Sword of Albion was quite the fashion on your little island. They promised to bring back everything people used to have in the good old days – clean streets, smiling children, jobs for life, meals that contained actual food, public hangings – and to protect what was left of Great Britain against what was left of the rest of the world. [p. 124]
In which the origins of Koli's future England -- with its small illiterate population, its oddly-named folk villains, its ferocious forests and the mysterious 'Sword of Albion' signal that Koli and his friends have been following -- are revealed, as is the agenda of the person who set the whole story in motion. There's more here, too, about stories and who tells them; about the making of new myths; about love between very different people; about how to improve the gene pool, and how to build your own dictator. There are also some truly horrific scenes, and one (at least one) that made me cry.
Much of the history that Koli learns is unpleasantly relevant to our own society. (“It’s called fascism... It’s like ra-ra skirts and flared trousers. People get all hot for it and make themselves look ridiculous, then when the fad blows over they pretend they were never that into it.” [p. 148]) But this is very definitely the future: a future blighted by climate change, genetic engineering and the aftermath of war, but also featuring technology well beyond our own, from the 'parents' of the boy Stanley to the battle-engine Challenger and his companion Elaine, to the intelligence which led Koli to the Sword of Albion and its hidden treasures.

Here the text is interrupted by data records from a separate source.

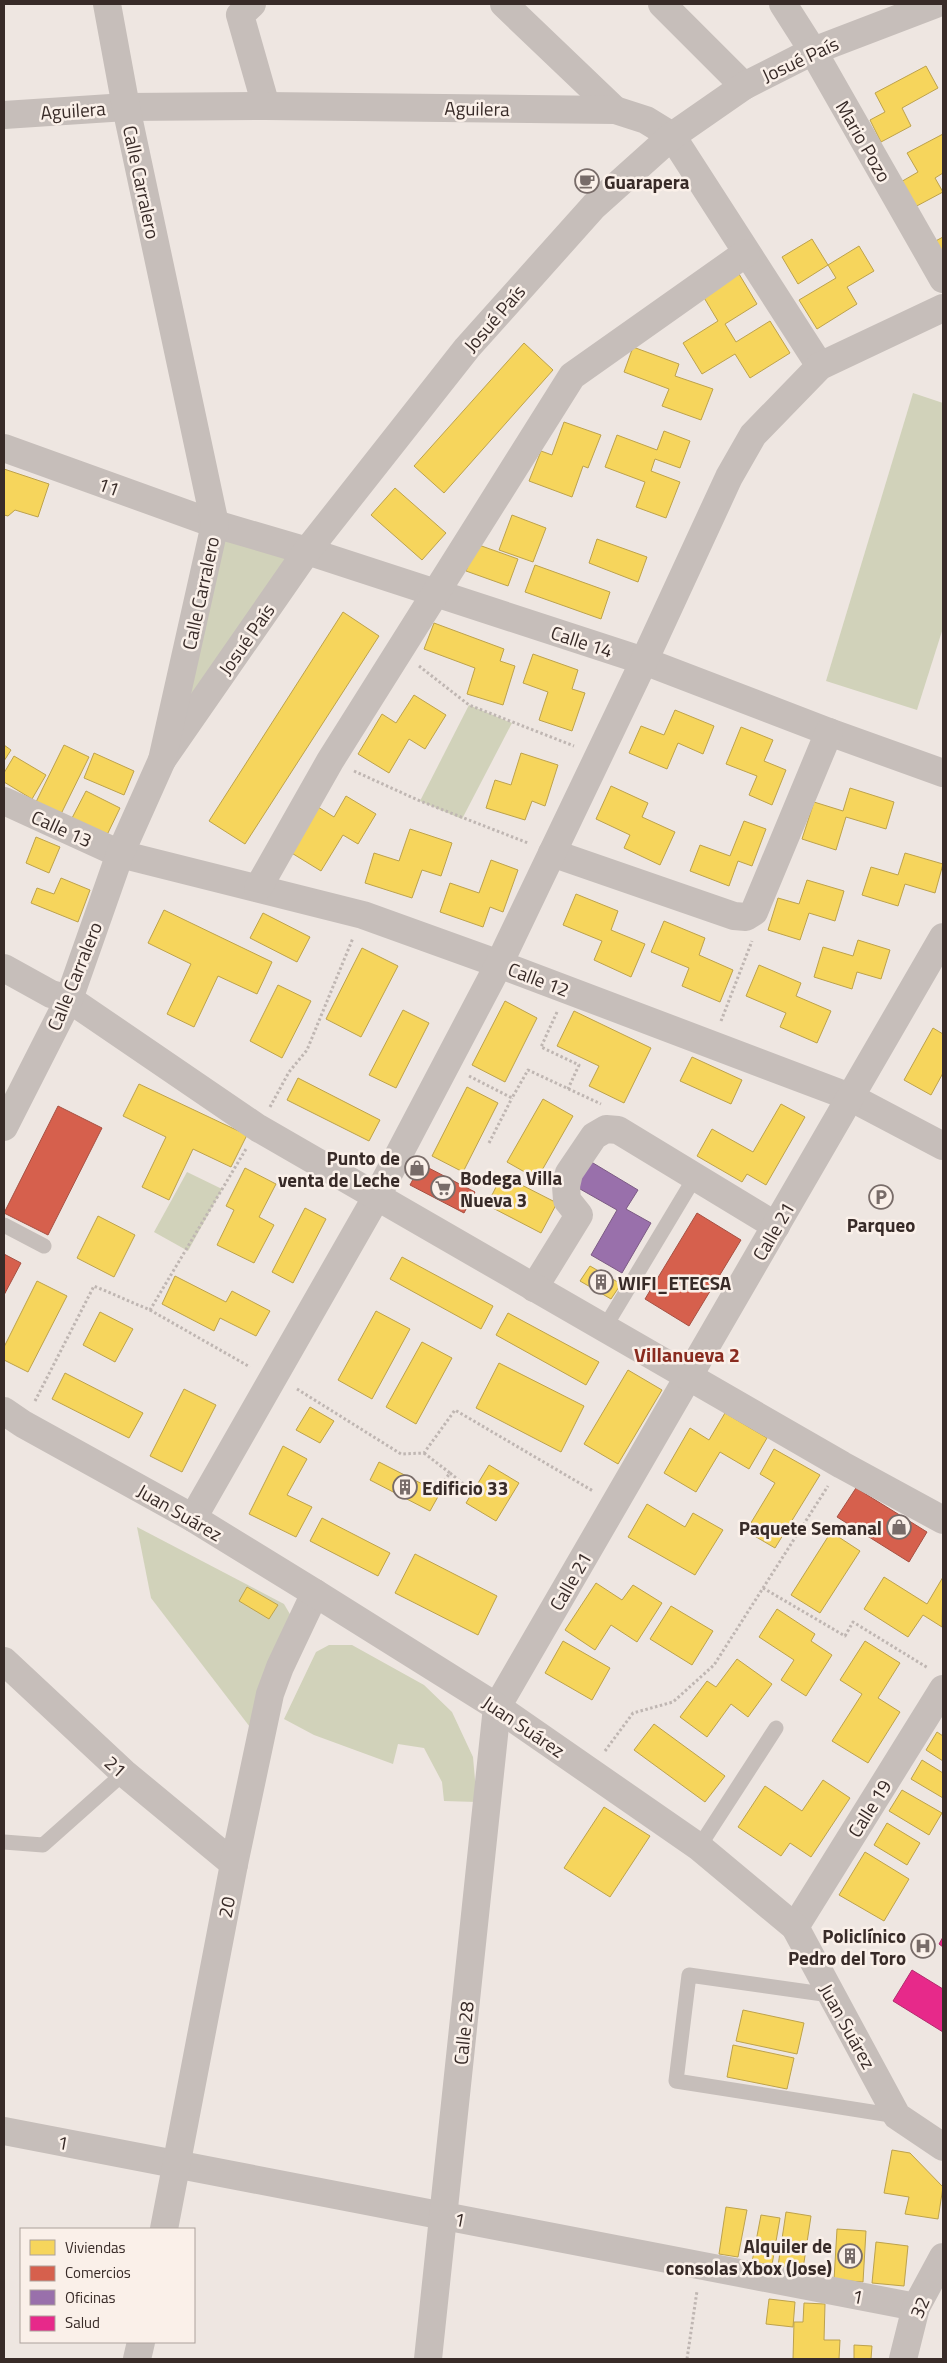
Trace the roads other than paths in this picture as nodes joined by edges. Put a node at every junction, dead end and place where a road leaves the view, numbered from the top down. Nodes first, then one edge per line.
1 (107, 4) edge
2 (252, 4) edge
3 (504, 4) edge
4 (662, 4) edge
5 (783, 4) edge
6 (936, 4) edge
7 (813, 51) junction
8 (744, 86) junction
9 (266, 106) junction
10 (126, 107) junction
11 (615, 110) junction
12 (4, 115) edge
13 (672, 136) junction
14 (746, 253) junction
15 (943, 279) edge
16 (943, 308) edge
17 (820, 366) junction
18 (4, 448) edge
19 (215, 524) junction
20 (307, 551) junction
21 (434, 594) junction
22 (644, 660) junction
23 (829, 732) junction
24 (162, 760) junction
25 (943, 773) edge
26 (4, 801) edge
27 (552, 853) junction
28 (120, 854) junction
29 (258, 888) junction
30 (943, 937) edge
31 (499, 964) junction
32 (4, 968) edge
33 (69, 999) junction
34 (850, 1097) junction
35 (4, 1128) edge
36 (943, 1146) edge
37 (695, 1177) junction
38 (377, 1196) junction
39 (4, 1225) edge
40 (776, 1226) junction
41 (44, 1246) dead end
42 (534, 1288) junction
43 (605, 1327) junction
44 (688, 1377) junction
45 (13, 1417) edge
46 (193, 1518) junction
47 (943, 1520) edge
48 (316, 1592) junction
49 (4, 1662) edge
50 (939, 1680) edge
51 (497, 1707) junction
52 (776, 1728) dead end
53 (124, 1773) junction
54 (4, 1842) edge
55 (699, 1847) junction
56 (234, 1864) junction
57 (794, 1927) junction
58 (830, 1995) junction
59 (898, 2116) junction
60 (4, 2131) edge
61 (943, 2147) edge
62 (178, 2163) junction
63 (443, 2216) junction
64 (164, 2228) edge
65 (943, 2257) edge
66 (916, 2307) junction
67 (141, 2343) edge
68 (137, 2359) edge
69 (428, 2359) edge
70 (902, 2359) edge

1 - 10 street, Calle Carralero
2 - 9 street
3 - 11 street
4 - 8 street
5 - 7 street, Mario Pozo
6 - 7 street, Josué País
7 - 8 street, Josué País
7 - 15 street, Mario Pozo
8 - 13 street, Josué País
9 - 10 street, Aguilera
9 - 11 street, Aguilera
10 - 12 street, Aguilera
10 - 19 street, Calle Carralero
11 - 13 street, Aguilera
13 - 14 street, Aguilera
13 - 20 street, Josué País
14 - 17 street, Aguilera
14 - 21 street
16 - 17 street
17 - 22 street
18 - 19 street, 11
19 - 20 street, Calle 14
19 - 24 street, Calle Carralero
20 - 21 street, Calle 14
20 - 24 street, Josué País
21 - 22 street, Calle 14
21 - 29 street
22 - 23 street, Calle 14
22 - 27 street
23 - 25 street, Calle 14
23 - 27 street
24 - 28 street, Calle Carralero
26 - 28 street, Calle 13
27 - 31 street
28 - 29 street, Calle 12
28 - 33 street, Calle Carralero
29 - 31 street, Calle 12
30 - 34 street, Calle 21
31 - 34 street, Calle 12
31 - 38 street
32 - 33 street
33 - 35 street, Calle Carralero
33 - 38 street
34 - 36 street, Calle 12
34 - 40 street, Calle 21
37 - 40 street
37 - 42 street
37 - 43 lane
38 - 42 street
38 - 46 street
39 - 41 lane
40 - 44 street, Calle 21
42 - 43 street
43 - 44 street
44 - 47 street
44 - 51 street, Calle 21
45 - 46 street, Juan Suárez
46 - 48 street, Juan Suárez
48 - 51 street, Juan Suárez
48 - 56 street, 20
49 - 53 street, 21
50 - 57 street, Calle 19
51 - 55 street, Juan Suárez
51 - 63 street, Calle 28
52 - 55 lane
53 - 54 lane
53 - 56 street, 21
55 - 57 street, Juan Suárez
56 - 62 street, 20
57 - 58 street, Juan Suárez
58 - 59 street, Juan Suárez
58 - 59 lane
59 - 61 street, Juan Suárez
60 - 62 street, 1
62 - 63 street, 1
62 - 64 street, 20
63 - 66 street, 1
63 - 69 street, Calle 28
65 - 66 street, 32
66 - 70 street, 32
67 - 68 street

There's a lot more from Spinner in this novel, and more of Monono too: yet Koli's voice is the one that will stay with me, because he is presented as a genuinely good and kind person. And his closing revelation made me want to reread the whole trilogy: but perhaps not quite yet, when the world outside the book seems so ominous, and a sentence like 'The time of people was over and the time of the endless forests was come' feels like hope.
Fulfils the ‘final book in a series’ rubric of the 52 books in 2023 challenge.